While there are incentives for local officials to falsify the economic data, there is actually little real incentive for the central government to falsify the data. In fact, as the lesson of the Great Leap Forward illustrates, false data might actually lead to the wrong policy decisions. There is no evidence of a systematic falsification of data, either upwards or downwards, at the central government level, since economic reform began in China in 1978. There may be inaccuracies, omissions and fraudulent reporting (for example, over- or under-invoicing of exports or imports), but no intentional falsification of data. Falsifying publicly distributed data provides the wrong signals to enterprises, households and governments of all levels. The biggest risk is for people to thank that the rate of growth is 8% when it is actually 4%, or vice versa. Acting on the wrong information can do enormous damage to the economy. There is no benefit to China whatsoever to falsify the economic data. And the Chinese economy can easily survive a rate of growth lower than 6%. Falsification of data risks not only confusing one’s enemies and competitors but also one’s own allies, friends and colleagues.

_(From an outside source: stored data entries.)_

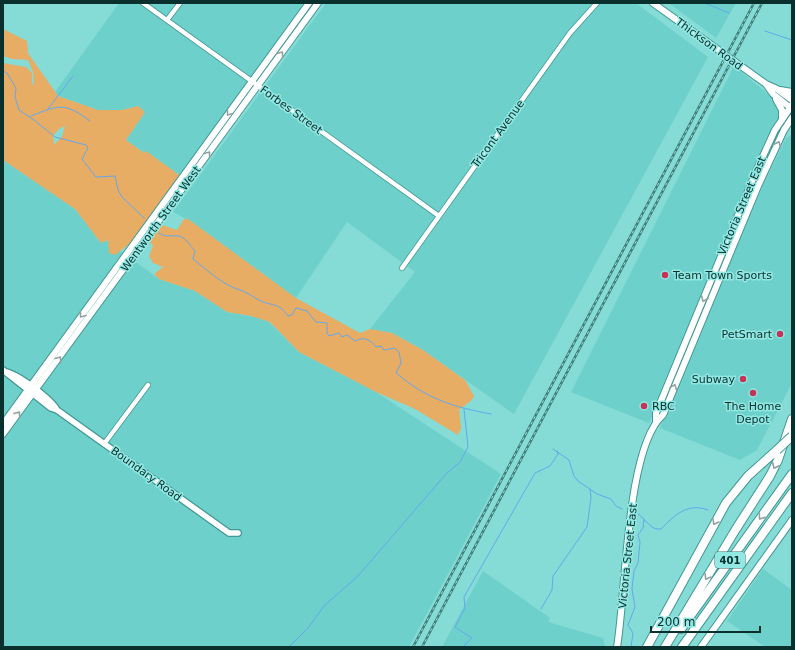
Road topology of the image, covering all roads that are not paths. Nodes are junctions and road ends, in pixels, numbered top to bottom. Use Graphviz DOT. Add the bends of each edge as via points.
graph roads {
  1 [pos="143,3"];
  2 [pos="180,3"];
  3 [pos="309,3"];
  4 [pos="318,3"];
  5 [pos="598,3"];
  6 [pos="653,3"];
  7 [pos="167,20"];
  8 [pos="252,82"];
  9 [pos="258,86"];
  10 [pos="775,92"];
  11 [pos="792,92"];
  12 [pos="792,100"];
  13 [pos="791,107"];
  14 [pos="792,118"];
  15 [pos="781,122"];
  16 [pos="792,124"];
  17 [pos="784,130"];
  18 [pos="758,167"];
  19 [pos="754,197"];
  20 [pos="439,216"];
  21 [pos="402,268"];
  22 [pos="4,371"];
  23 [pos="148,385"];
  24 [pos="31,390"];
  25 [pos="792,419"];
  26 [pos="656,421"];
  27 [pos="3,424"];
  28 [pos="3,434"];
  29 [pos="792,436"];
  30 [pos="104,444"];
  31 [pos="792,474"];
  32 [pos="792,494"];
  33 [pos="792,520"];
  34 [pos="238,533"];
  35 [pos="617,647"];
  36 [pos="647,647"];
  37 [pos="665,647"];
  38 [pos="668,647"];
  39 [pos="682,647"];
  40 [pos="701,647"];
  1 -- 7 [label="street, Forbes Street"];
  2 -- 7 [label="street"];
  3 -- 8 [label="main road, Wentworth Street West"];
  9 -- 4 [label="main road, Wentworth Street West, one-way"];
  5 -- 20 [label="street, Tricont Avenue" via="570,32"];
  6 -- 10 [label="main road, Thickson Road"];
  7 -- 8 [label="street, Forbes Street"];
  8 -- 9 [label="street, Forbes Street"];
  8 -- 24 [label="main road, Wentworth Street West, one-way"];
  9 -- 20 [label="street, Forbes Street"];
  24 -- 9 [label="main road, Wentworth Street West, one-way"];
  10 -- 11 [label="main road"];
  10 -- 12 [label="main road, Thickson Road"];
  10 -- 13 [label="main road, Thickson Road"];
  10 -- 15 [label="main road" via="782,110"];
  13 -- 15 [label="main road, Victoria Street East"];
  14 -- 17 [label="main road, Victoria Street East"];
  15 -- 18 [label="main road, Victoria Street East"];
  16 -- 17 [label="main road"];
  19 -- 17 [label="main road, Victoria Street East, one-way"];
  18 -- 19 [label="main road" via="760,172 751,193"];
  18 -- 26 [label="main road, Victoria Street East, one-way" via="656,413"];
  26 -- 19 [label="main road, Victoria Street East, one-way" via="663,415"];
  20 -- 21 [label="street, Tricont Avenue"];
  22 -- 24 [label="street, Boundary Road"];
  23 -- 30 [label="street"];
  24 -- 27 [label="main road, Wentworth Street West"];
  28 -- 24 [label="main road, Wentworth Street West, one-way"];
  24 -- 30 [label="street, Boundary Road" via="51,408"];
  25 -- 37 [label="highway, one-way" via="770,476"];
  26 -- 35 [label="main road, Victoria Street East" via="639,469 630,518"];
  29 -- 36 [label="highway, one-way, bridge" via="748,476 726,503"];
  30 -- 34 [label="street, Boundary Road" via="229,533"];
  31 -- 38 [label="highway, 401, one-way"];
  32 -- 39 [label="highway, 401"];
  33 -- 40 [label="main road"];
}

Some observer points to the smoothness of the Chinese growth data as proof of falsification. There is no accepted criterion of when data should be considered too smooth. However, aggregating over a large and diverse geographical area such as China inevitably results in reasonably smooth data because the outliers are averaged out. Smooth data can also be the outcome of successful macroeconomic management rather than falsification.

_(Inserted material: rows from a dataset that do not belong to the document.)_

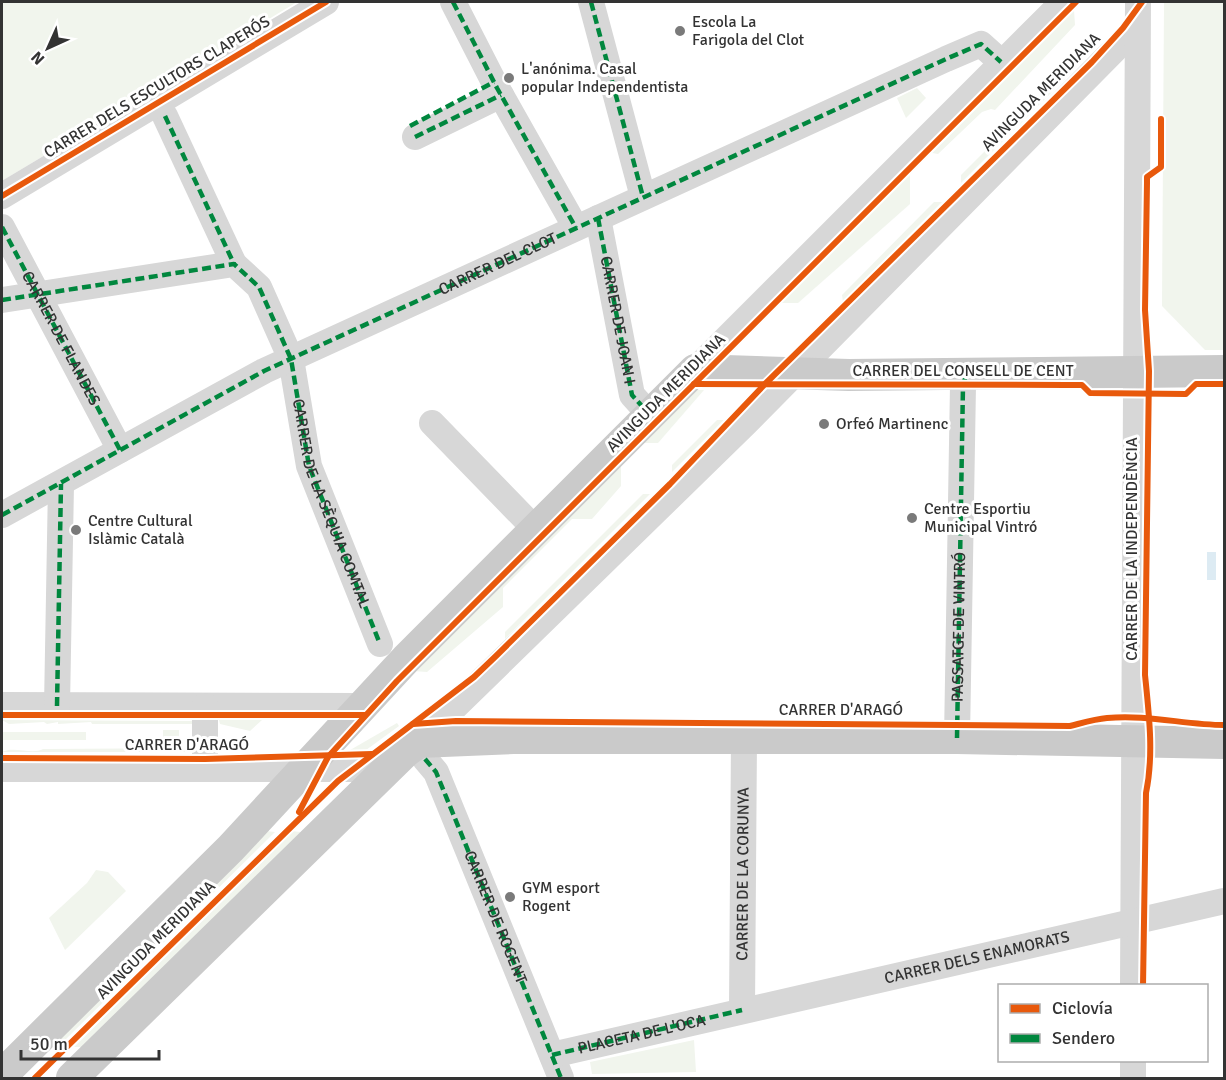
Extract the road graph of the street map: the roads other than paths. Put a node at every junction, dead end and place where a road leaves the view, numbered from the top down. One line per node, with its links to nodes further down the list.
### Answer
1 (326, 2): 11 (street, CARRER DELS ESCULTORS CLAPERÓS)
2 (453, 2): 8 (street, CARRER DE JOAN I)
3 (591, 2): 12 (street)
4 (1063, 2): 7 (street, AVINGUDA MERIDIANA)
5 (1138, 2): 6 (street, CARRER DE LA INDEPENDÈNCIA)
6 (1137, 27): 20 (street, CARRER DE LA INDEPENDÈNCIA); 22 (street, AVINGUDA MERIDIANA)
7 (1001, 62): 12 (street, CARRER DEL CLOT); 19 (street, AVINGUDA MERIDIANA)
8 (498, 89): 10 (street); 13 (street, CARRER DE JOAN I)
9 (165, 116): 15 (street)
10 (413, 132)
11 (2, 196)
12 (643, 197): 13 (street, CARRER DEL CLOT)
13 (587, 223): 18 (street, CARRER DEL CLOT); 24 (street, CARRER DE JOAN I)
14 (2, 227): 16 (street, CARRER DE FLANDES)
15 (226, 266): 16 (street); 18 (street, CARRER DE LA SÈQUIA COMTAL)
16 (36, 295): 17 (street); 26 (street, CARRER DE FLANDES)
17 (2, 300)
18 (291, 359): 26 (street, CARRER DEL CLOT); 30 (street, CARRER DE LA SÈQUIA COMTAL)
19 (695, 370): 22 (main road, CARRER DEL CONSELL DE CENT); 24 (main road, AVINGUDA MERIDIANA)
20 (1138, 371): 21 (main road, CARRER DEL CONSELL DE CENT); 23 (main road, CARRER DEL CONSELL DE CENT); 37 (street, CARRER DE LA INDEPENDÈNCIA)
21 (1224, 371)
22 (795, 372): 23 (main road, CARRER DEL CONSELL DE CENT); 39 (street, AVINGUDA MERIDIANA)
23 (967, 372): 36 (street, PASSATGE DE VINTRÓ)
24 (650, 415): 29 (main road, AVINGUDA MERIDIANA)
25 (432, 423): 29 (street)
26 (120, 450): 27 (street, CARRER DEL CLOT)
27 (61, 484): 28 (street, CARRER DEL CLOT); 32 (street)
28 (2, 515)
29 (536, 530): 34 (main road, AVINGUDA MERIDIANA)
30 (380, 644)
31 (2, 705): 32 (street)
32 (57, 706): 33 (street)
33 (205, 706): 34 (street); 40 (street, CARRER D'ARAGÓ)
34 (361, 706): 41 (main road, AVINGUDA MERIDIANA)
35 (744, 738): 36 (main road, CARRER D'ARAGÓ); 39 (main road, CARRER D'ARAGÓ); 46 (street, CARRER DE LA CORUNYA)
36 (957, 738): 37 (main road, CARRER D'ARAGÓ)
37 (1135, 743): 38 (main road, CARRER D'ARAGÓ); 44 (street, CARRER DE LA INDEPENDÈNCIA)
38 (1224, 743)
39 (422, 750): 41 (street, CARRER D'ARAGÓ); 47 (street, CARRER DE ROGENT); 50 (main road, AVINGUDA MERIDIANA)
40 (206, 768): 41 (street, CARRER D'ARAGÓ); 42 (street, CARRER D'ARAGÓ)
41 (304, 768): 49 (main road, AVINGUDA MERIDIANA)
42 (2, 769)
43 (1224, 901): 44 (street, CARRER DELS ENAMORATS)
44 (1134, 922): 45 (street, CARRER DE LA INDEPENDÈNCIA); 46 (street, CARRER DELS ENAMORATS)
45 (1133, 984)
46 (736, 1011): 47 (street, PLACETA DE L'OCA)
47 (552, 1055): 51 (street, CARRER DE ROGENT)
48 (1133, 1062): 52 (street)
49 (2, 1075)
50 (72, 1078)
51 (561, 1078)
52 (1132, 1078)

Finally, another frequently mentioned reason for skepticism is based on the “Keqiang Index”, named after current Chinese Premier LI Keqiang. (However, it must be added that the index itself is not Premier LI’s creation.) The index, constructed by some Chinese economy watchers, tries to mimic the rate of growth of Chinese real GDP by taking a weighted average of the rates of growth of railway cargo volume, electricity consumption and loans disbursed by banks. These were reportedly the preferred macroeconomic performance indicators of Premier LI when he served as the Party Secretary of Liaoning, as he supposedly told a U.S. diplomat in a private conversation in 2007, according to WikiLeaks. However, the index has not tracked the Chinese economy well in recent years because the service sector has become the most important sector as well as the fastest-growing sector in the economy. In 2017, the distribution of Chinese GDP by production sectors was approximately: Primary (agriculture), 7.9%; Secondary (manufacturing, mining and construction), 40.5%; and Tertiary (services), 51.6%. Since the service sector does not require much fixed assets investment, in particular, not much machinery and equipment, it does not need to consume much electricity or require much cargo shipment to generate its GDP. Its working capital requirements are also relatively low since inventory is minimal. Moreover, the Chinese industrial sector has also begun to become more energy-efficient over time. Thus, the rate of growth of electricity consumption is no longer a good indicator of the rate of growth of industrial production as it does not take into account the increased energy efficiency of the new production capacities. Projections based on the “Keqiang Index” are therefore likely to understate the rate of growth of Chinese real GDP.
In conclusion, even though Chinese economic statistics are far from perfect, they are the most reliable data available, and there is no evidence of intentional or systematic falsification by NBSC.